On March 2, 1877 Hayes became the first person selected for the Presidency by a Bi-Partisan Commission. 
Hayes won the Republican nomination only after the leading candidate James G. Blaine failed in six ballots to win the majority of delegates at the party convention.  A bland non-entity picked because “he offended no one,” Hayes went into the election an underdog to Democrat Samuel Tilden.  
 
Despite loosing the popular vote, Hays won the Electoral College by a scant one vote after a controversial Bi-Partisan Commission awarded the disputed votes of South Carolina, Florida, Louisiana, and Oregon to the Republican.

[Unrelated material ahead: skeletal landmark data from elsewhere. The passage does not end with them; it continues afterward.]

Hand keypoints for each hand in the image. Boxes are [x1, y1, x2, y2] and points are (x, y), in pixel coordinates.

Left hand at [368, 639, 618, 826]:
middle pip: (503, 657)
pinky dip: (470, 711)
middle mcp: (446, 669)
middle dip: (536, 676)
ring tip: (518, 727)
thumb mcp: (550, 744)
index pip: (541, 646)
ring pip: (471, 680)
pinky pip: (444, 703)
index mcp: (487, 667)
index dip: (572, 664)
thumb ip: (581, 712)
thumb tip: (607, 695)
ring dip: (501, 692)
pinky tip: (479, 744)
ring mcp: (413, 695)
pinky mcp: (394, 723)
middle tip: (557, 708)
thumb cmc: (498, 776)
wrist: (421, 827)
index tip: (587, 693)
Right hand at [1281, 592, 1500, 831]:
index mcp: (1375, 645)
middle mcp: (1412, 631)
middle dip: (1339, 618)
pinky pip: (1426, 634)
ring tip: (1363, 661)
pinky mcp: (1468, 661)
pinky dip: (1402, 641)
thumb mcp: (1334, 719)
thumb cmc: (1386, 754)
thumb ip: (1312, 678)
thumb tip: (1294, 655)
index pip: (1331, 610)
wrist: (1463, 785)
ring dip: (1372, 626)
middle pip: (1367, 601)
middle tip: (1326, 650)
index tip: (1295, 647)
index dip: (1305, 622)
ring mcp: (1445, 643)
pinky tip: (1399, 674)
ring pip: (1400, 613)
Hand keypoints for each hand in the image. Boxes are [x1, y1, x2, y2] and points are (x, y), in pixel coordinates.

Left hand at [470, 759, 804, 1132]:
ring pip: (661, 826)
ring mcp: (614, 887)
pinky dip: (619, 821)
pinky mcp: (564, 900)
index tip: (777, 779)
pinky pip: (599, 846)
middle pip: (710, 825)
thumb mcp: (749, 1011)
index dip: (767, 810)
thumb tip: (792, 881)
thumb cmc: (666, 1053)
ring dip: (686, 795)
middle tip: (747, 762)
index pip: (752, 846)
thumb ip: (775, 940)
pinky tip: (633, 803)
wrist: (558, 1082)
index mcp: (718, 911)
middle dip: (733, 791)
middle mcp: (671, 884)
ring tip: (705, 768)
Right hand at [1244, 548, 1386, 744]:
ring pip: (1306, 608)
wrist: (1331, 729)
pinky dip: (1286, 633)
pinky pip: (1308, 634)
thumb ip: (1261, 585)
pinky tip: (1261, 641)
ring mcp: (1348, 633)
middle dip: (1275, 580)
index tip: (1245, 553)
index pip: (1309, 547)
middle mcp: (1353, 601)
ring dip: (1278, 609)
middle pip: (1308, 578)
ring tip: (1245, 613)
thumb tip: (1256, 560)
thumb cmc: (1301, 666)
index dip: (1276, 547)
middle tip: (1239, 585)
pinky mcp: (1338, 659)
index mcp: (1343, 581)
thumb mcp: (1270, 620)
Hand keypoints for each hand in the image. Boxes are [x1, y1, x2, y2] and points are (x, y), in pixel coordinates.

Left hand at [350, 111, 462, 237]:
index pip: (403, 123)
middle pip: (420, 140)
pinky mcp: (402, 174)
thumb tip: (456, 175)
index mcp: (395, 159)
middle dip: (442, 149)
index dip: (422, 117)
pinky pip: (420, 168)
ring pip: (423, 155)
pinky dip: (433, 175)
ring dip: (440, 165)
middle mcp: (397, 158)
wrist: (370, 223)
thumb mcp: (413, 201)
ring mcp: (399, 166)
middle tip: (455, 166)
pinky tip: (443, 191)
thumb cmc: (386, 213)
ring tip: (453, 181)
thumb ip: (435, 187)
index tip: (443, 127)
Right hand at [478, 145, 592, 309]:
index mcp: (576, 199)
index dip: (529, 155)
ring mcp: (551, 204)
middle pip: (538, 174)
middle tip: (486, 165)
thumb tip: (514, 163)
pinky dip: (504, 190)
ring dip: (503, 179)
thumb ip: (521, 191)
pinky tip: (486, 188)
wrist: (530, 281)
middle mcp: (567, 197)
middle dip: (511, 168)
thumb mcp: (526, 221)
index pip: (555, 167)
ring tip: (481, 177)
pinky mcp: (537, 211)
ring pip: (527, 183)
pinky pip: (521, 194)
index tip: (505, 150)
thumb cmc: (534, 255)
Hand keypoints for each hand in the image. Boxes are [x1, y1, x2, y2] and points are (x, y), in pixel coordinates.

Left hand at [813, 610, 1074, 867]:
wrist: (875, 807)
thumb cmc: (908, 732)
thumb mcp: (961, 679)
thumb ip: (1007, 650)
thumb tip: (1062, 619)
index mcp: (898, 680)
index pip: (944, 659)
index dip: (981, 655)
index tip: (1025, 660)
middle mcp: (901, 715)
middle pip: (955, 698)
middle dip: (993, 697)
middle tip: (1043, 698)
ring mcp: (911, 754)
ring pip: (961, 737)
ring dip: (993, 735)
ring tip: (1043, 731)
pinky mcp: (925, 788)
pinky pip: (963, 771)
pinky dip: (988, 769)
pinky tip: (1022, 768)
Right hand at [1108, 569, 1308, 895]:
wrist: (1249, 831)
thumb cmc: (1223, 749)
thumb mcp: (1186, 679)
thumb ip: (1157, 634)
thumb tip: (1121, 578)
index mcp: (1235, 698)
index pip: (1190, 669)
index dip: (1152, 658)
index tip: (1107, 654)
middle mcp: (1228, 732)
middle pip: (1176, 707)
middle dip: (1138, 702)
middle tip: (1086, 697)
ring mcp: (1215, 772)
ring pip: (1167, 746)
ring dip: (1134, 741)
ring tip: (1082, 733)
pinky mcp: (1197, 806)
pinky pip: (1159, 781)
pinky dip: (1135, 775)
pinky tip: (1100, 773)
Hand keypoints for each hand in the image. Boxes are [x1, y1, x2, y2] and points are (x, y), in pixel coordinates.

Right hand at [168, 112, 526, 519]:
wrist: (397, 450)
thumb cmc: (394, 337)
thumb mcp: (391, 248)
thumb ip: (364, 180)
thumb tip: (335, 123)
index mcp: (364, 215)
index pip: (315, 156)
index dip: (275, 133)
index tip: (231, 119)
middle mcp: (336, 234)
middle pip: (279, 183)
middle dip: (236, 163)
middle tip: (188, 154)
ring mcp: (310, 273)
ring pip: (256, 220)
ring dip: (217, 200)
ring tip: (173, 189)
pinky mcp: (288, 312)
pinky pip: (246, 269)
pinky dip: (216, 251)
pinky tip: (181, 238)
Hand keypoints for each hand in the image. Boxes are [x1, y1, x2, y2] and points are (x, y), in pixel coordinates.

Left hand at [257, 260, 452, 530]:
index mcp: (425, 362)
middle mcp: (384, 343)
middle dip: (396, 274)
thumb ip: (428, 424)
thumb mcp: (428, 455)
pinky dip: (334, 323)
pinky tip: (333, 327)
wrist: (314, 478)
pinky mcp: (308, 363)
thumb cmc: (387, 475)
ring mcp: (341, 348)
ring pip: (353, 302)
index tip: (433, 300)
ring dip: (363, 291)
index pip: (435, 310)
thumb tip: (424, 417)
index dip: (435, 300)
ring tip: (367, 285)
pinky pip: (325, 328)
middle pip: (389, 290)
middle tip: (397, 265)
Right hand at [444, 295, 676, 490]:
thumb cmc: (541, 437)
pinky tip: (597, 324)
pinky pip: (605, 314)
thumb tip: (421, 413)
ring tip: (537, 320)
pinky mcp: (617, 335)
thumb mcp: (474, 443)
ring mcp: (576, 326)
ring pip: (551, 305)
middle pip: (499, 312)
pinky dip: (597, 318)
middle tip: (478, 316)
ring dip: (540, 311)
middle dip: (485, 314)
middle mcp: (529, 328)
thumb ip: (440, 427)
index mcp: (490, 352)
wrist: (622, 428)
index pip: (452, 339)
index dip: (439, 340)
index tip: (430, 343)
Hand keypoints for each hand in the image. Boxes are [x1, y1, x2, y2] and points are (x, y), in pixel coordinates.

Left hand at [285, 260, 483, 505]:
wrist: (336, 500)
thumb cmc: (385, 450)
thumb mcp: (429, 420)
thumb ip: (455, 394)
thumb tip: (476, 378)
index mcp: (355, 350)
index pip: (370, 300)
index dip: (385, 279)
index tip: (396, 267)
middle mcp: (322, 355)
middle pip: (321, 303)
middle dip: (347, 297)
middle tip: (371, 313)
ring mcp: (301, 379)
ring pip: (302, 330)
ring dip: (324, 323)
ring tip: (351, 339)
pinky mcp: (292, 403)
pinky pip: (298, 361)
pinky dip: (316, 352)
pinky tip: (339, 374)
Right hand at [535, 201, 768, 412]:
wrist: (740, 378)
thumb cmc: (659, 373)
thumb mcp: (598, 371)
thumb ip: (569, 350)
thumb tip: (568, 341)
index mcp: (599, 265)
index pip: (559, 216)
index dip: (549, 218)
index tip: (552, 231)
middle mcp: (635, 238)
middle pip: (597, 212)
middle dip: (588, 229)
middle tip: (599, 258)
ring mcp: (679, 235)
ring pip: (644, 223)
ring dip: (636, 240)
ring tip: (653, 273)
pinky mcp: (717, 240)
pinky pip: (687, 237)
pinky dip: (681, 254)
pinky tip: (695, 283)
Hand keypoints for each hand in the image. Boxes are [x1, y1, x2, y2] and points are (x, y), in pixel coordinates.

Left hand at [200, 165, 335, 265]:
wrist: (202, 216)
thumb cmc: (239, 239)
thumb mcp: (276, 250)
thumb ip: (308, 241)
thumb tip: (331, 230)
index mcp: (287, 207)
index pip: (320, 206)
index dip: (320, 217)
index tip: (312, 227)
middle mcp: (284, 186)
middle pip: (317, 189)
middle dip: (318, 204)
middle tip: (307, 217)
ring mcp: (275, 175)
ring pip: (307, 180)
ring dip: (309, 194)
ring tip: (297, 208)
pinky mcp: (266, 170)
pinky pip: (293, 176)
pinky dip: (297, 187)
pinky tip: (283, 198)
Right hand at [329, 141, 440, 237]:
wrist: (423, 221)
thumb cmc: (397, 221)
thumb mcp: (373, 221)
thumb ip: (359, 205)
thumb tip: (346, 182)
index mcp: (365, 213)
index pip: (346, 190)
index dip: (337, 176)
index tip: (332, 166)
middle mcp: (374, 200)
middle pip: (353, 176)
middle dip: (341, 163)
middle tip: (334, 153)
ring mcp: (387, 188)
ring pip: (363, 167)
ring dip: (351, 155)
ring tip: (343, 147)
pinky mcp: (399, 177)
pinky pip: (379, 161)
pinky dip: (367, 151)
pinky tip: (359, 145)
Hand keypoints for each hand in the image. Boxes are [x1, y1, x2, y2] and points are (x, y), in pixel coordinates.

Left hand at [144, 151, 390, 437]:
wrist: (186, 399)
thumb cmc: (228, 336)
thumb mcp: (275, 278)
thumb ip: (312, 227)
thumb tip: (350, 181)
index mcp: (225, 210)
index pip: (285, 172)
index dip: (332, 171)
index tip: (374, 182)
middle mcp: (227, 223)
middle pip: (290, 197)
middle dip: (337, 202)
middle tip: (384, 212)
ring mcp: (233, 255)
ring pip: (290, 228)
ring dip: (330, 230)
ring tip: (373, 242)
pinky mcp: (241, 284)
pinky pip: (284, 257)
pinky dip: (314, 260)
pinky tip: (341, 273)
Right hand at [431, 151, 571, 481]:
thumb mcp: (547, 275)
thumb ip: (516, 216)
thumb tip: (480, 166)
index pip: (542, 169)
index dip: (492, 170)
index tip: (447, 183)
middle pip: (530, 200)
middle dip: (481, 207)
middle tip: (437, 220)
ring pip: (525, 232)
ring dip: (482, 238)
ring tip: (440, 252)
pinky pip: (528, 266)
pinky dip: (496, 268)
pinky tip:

Senator James Garfield and Southern Democrats, however, worked out an agreement to prevent trouble.  Hayes would withdraw the last Federal troops from the South, end Reconstruction, and appoint at least one Southerner to his Cabinet. By prematurely ending protection for black voters and office holders in the South, this bargain ushered in the era of Jim Crow, rigid segregation, and disenfranchisement of freed Blacks.
The deal embittered Democrats, especially Northerners who got nothing out of it and the evolving big city, working class machine voters who understandably called the new president His Fraudulency.

Staunchly Republican Harper's Weekly portrayed the outcome this way.

Although the onset of open class war with the Great Railway Strike of 1877 and continuing fierce Indian warfare in the West provided plenty of national excitement, Hayes’s single term reign in Washington marked by inaction of the hottest political issue of the day—Civil Service Reform and turning a blind eye to rising White terrorism in the South.  He is best remembered now as the first of the long beard Presidents and because his devout teetotaling wife, Lemonade Lucy gave stupefyingly dull dry dinners and receptions.